What is needed:
Print the records exactly as given.

Saved entries:
+++

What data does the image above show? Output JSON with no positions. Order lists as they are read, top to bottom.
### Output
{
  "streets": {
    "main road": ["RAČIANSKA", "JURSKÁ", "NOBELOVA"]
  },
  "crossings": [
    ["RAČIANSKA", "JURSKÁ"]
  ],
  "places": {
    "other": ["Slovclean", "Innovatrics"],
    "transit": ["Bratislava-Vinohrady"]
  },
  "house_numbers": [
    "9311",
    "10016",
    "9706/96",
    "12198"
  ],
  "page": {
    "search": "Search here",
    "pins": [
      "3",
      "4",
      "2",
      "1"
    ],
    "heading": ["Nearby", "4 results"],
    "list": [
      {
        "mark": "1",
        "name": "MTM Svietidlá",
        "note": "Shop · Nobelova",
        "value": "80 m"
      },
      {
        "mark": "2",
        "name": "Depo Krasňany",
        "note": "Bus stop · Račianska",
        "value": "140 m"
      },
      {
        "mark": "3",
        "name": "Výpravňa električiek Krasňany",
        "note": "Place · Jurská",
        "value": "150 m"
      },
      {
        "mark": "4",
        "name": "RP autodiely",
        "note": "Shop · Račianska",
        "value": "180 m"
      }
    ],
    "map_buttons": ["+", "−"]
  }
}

+++

Output:
What data does the image above show? Output JSON with no positions. Order lists as they are read, top to bottom.
### Output
{
  "streets": {
    "main road": ["RAČIANSKA", "JURSKÁ", "NOBELOVA"]
  },
  "crossings": [
    ["RAČIANSKA", "JURSKÁ"]
  ],
  "places": {
    "other": ["Slovclean", "Innovatrics"],
    "transit": ["Bratislava-Vinohrady"]
  },
  "house_numbers": [
    "9311",
    "10016",
    "9706/96",
    "12198"
  ],
  "page": {
    "search": "Search here",
    "pins": [
      "3",
      "4",
      "2",
      "1"
    ],
    "heading": ["Nearby", "4 results"],
    "list": [
      {
        "mark": "1",
        "name": "MTM Svietidlá",
        "note": "Shop · Nobelova",
        "value": "80 m"
      },
      {
        "mark": "2",
        "name": "Depo Krasňany",
        "note": "Bus stop · Račianska",
        "value": "140 m"
      },
      {
        "mark": "3",
        "name": "Výpravňa električiek Krasňany",
        "note": "Place · Jurská",
        "value": "150 m"
      },
      {
        "mark": "4",
        "name": "RP autodiely",
        "note": "Shop · Račianska",
        "value": "180 m"
      }
    ],
    "map_buttons": ["+", "−"]
  }
}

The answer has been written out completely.